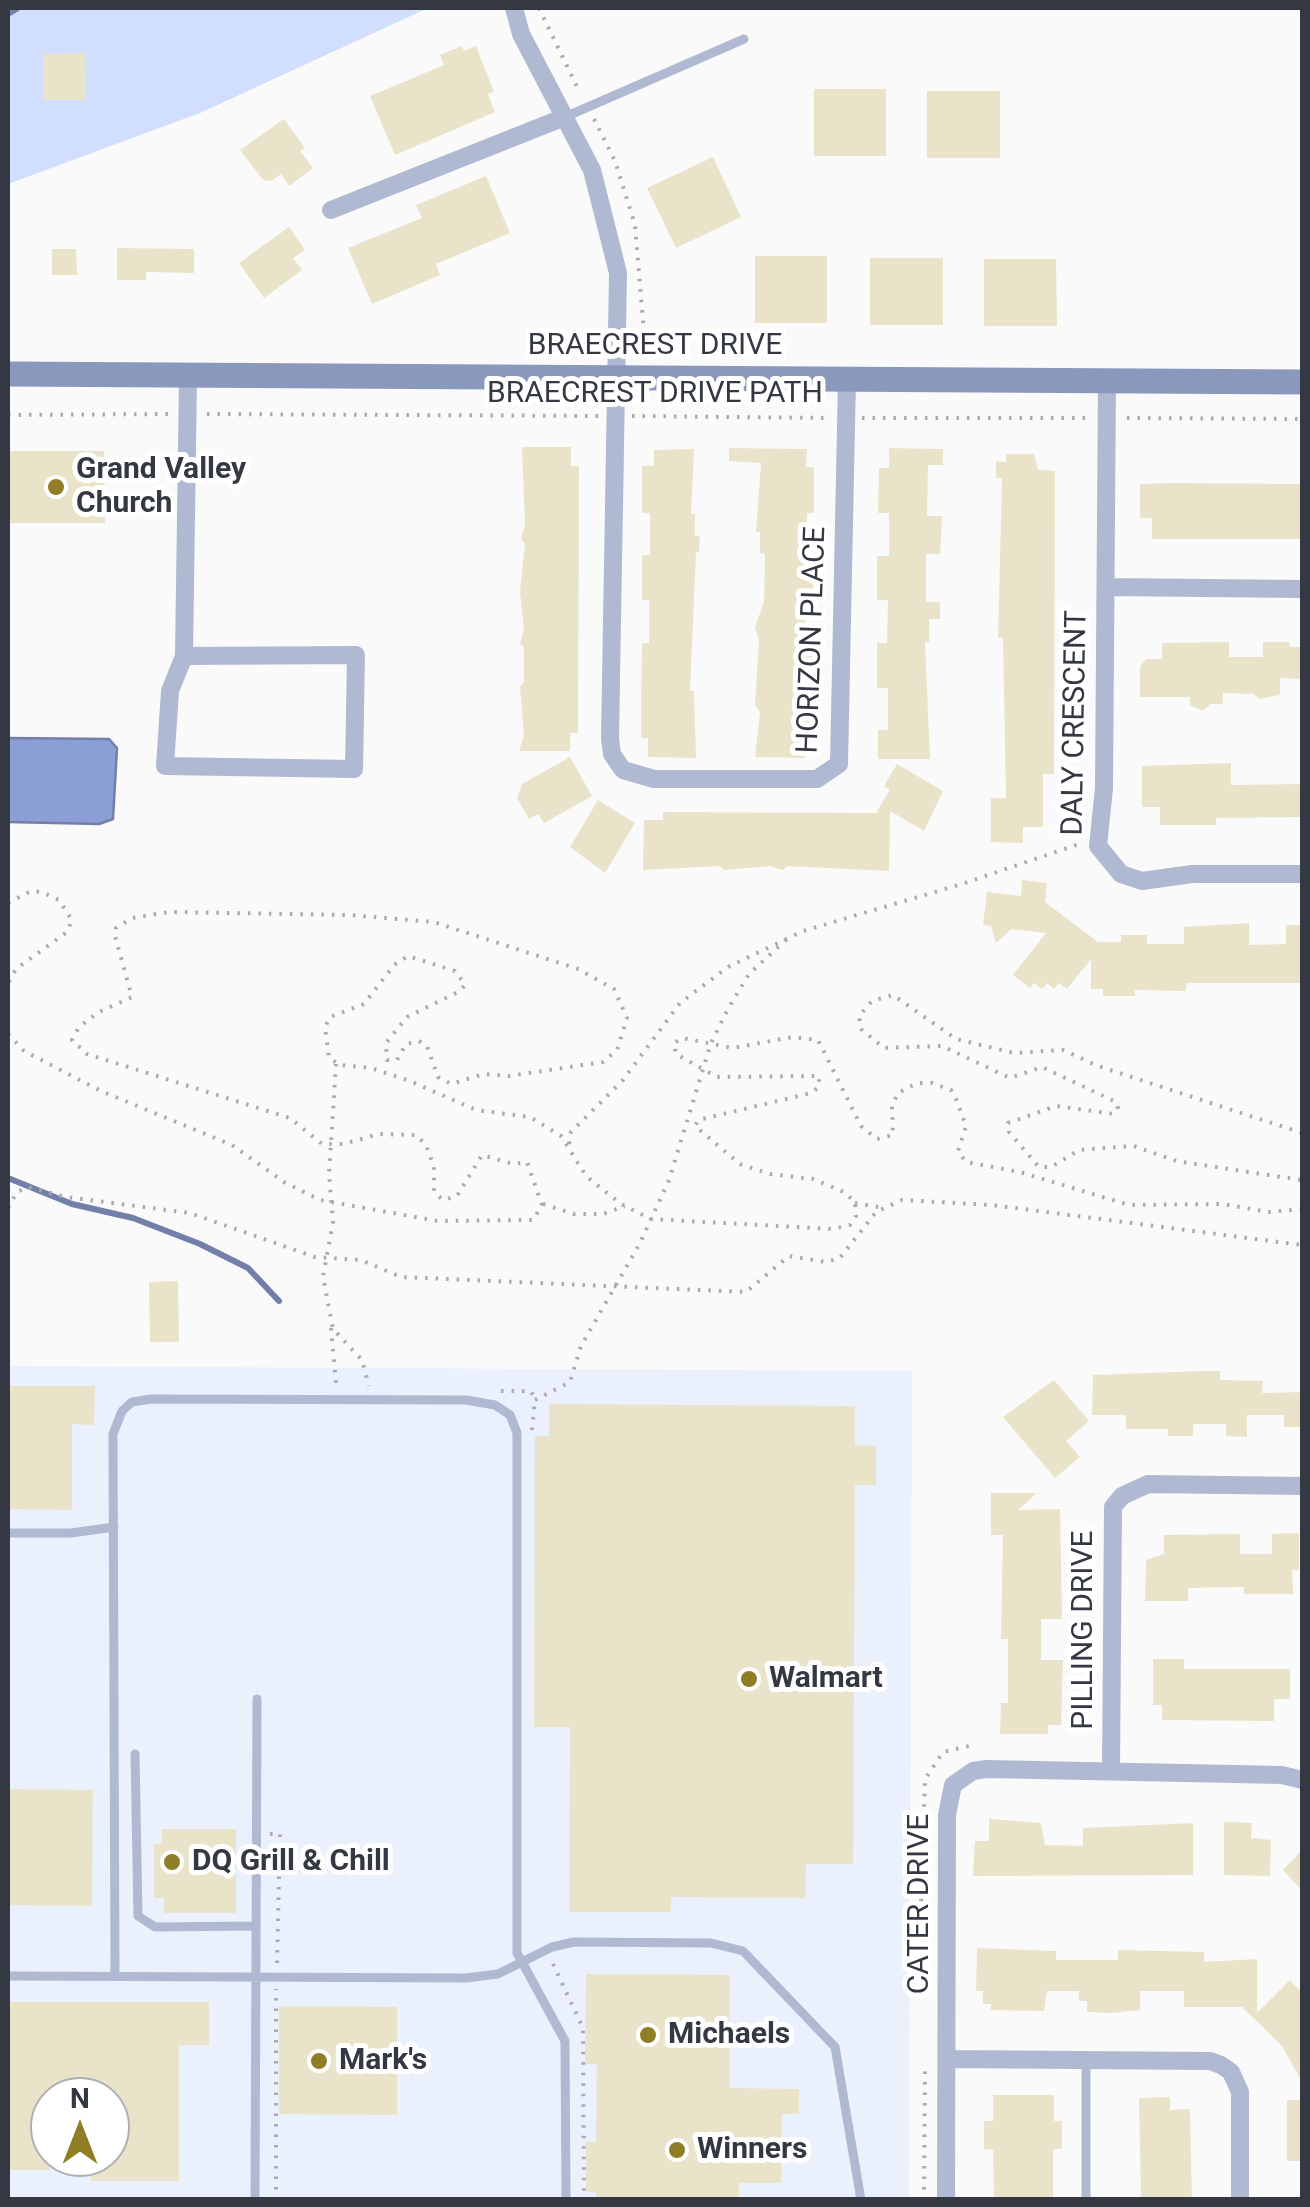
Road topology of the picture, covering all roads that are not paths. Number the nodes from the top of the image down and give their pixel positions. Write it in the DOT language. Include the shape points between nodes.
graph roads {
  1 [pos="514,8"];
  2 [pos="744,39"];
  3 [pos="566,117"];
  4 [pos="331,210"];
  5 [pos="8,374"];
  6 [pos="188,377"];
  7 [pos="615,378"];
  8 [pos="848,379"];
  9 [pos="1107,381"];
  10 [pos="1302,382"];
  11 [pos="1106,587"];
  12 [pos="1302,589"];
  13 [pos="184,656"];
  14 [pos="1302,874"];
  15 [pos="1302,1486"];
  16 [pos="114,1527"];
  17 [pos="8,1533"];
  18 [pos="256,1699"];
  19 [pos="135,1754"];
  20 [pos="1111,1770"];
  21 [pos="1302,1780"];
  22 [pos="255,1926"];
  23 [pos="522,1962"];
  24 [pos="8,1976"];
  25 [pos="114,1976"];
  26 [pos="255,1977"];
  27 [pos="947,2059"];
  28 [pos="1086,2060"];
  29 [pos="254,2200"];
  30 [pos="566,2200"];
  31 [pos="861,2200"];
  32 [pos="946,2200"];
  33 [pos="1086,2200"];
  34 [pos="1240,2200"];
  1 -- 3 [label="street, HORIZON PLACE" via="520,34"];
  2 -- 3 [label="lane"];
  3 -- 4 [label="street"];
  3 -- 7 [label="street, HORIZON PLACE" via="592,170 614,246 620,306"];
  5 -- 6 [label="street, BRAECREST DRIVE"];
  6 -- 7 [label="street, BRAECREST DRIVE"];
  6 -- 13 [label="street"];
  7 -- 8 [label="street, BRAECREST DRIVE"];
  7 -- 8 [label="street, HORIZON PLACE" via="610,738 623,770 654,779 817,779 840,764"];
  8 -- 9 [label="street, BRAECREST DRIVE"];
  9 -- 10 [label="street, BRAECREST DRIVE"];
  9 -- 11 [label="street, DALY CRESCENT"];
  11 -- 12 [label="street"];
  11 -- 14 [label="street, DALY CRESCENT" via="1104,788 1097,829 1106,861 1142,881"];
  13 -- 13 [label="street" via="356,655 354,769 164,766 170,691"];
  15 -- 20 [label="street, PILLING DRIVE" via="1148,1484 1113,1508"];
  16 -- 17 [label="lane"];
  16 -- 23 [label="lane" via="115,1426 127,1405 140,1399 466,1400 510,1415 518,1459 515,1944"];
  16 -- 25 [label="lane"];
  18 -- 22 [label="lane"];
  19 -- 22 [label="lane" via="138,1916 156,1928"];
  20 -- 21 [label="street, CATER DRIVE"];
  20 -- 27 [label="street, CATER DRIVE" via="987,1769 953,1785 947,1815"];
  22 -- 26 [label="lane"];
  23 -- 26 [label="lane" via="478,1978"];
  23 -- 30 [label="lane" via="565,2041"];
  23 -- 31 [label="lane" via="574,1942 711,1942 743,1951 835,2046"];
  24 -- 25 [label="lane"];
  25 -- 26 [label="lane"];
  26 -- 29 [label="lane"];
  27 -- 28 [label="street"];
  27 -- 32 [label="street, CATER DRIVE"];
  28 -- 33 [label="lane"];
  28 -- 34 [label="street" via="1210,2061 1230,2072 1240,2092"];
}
:::::
> **Exercise aim**
Pictures are not part of the copy; transcribe the rest of the data verbatim.

> **Answer to this exercise**
Road topology of the picture, covering all roads that are not paths. Number the nodes from the top of the image down and give their pixel positions. Write it in the DOT language. Include the shape points between nodes.
graph roads {
  1 [pos="514,8"];
  2 [pos="744,39"];
  3 [pos="566,117"];
  4 [pos="331,210"];
  5 [pos="8,374"];
  6 [pos="188,377"];
  7 [pos="615,378"];
  8 [pos="848,379"];
  9 [pos="1107,381"];
  10 [pos="1302,382"];
  11 [pos="1106,587"];
  12 [pos="1302,589"];
  13 [pos="184,656"];
  14 [pos="1302,874"];
  15 [pos="1302,1486"];
  16 [pos="114,1527"];
  17 [pos="8,1533"];
  18 [pos="256,1699"];
  19 [pos="135,1754"];
  20 [pos="1111,1770"];
  21 [pos="1302,1780"];
  22 [pos="255,1926"];
  23 [pos="522,1962"];
  24 [pos="8,1976"];
  25 [pos="114,1976"];
  26 [pos="255,1977"];
  27 [pos="947,2059"];
  28 [pos="1086,2060"];
  29 [pos="254,2200"];
  30 [pos="566,2200"];
  31 [pos="861,2200"];
  32 [pos="946,2200"];
  33 [pos="1086,2200"];
  34 [pos="1240,2200"];
  1 -- 3 [label="street, HORIZON PLACE" via="520,34"];
  2 -- 3 [label="lane"];
  3 -- 4 [label="street"];
  3 -- 7 [label="street, HORIZON PLACE" via="592,170 614,246 620,306"];
  5 -- 6 [label="street, BRAECREST DRIVE"];
  6 -- 7 [label="street, BRAECREST DRIVE"];
  6 -- 13 [label="street"];
  7 -- 8 [label="street, BRAECREST DRIVE"];
  7 -- 8 [label="street, HORIZON PLACE" via="610,738 623,770 654,779 817,779 840,764"];
  8 -- 9 [label="street, BRAECREST DRIVE"];
  9 -- 10 [label="street, BRAECREST DRIVE"];
  9 -- 11 [label="street, DALY CRESCENT"];
  11 -- 12 [label="street"];
  11 -- 14 [label="street, DALY CRESCENT" via="1104,788 1097,829 1106,861 1142,881"];
  13 -- 13 [label="street" via="356,655 354,769 164,766 170,691"];
  15 -- 20 [label="street, PILLING DRIVE" via="1148,1484 1113,1508"];
  16 -- 17 [label="lane"];
  16 -- 23 [label="lane" via="115,1426 127,1405 140,1399 466,1400 510,1415 518,1459 515,1944"];
  16 -- 25 [label="lane"];
  18 -- 22 [label="lane"];
  19 -- 22 [label="lane" via="138,1916 156,1928"];
  20 -- 21 [label="street, CATER DRIVE"];
  20 -- 27 [label="street, CATER DRIVE" via="987,1769 953,1785 947,1815"];
  22 -- 26 [label="lane"];
  23 -- 26 [label="lane" via="478,1978"];
  23 -- 30 [label="lane" via="565,2041"];
  23 -- 31 [label="lane" via="574,1942 711,1942 743,1951 835,2046"];
  24 -- 25 [label="lane"];
  25 -- 26 [label="lane"];
  26 -- 29 [label="lane"];
  27 -- 28 [label="street"];
  27 -- 32 [label="street, CATER DRIVE"];
  28 -- 33 [label="lane"];
  28 -- 34 [label="street" via="1210,2061 1230,2072 1240,2092"];
}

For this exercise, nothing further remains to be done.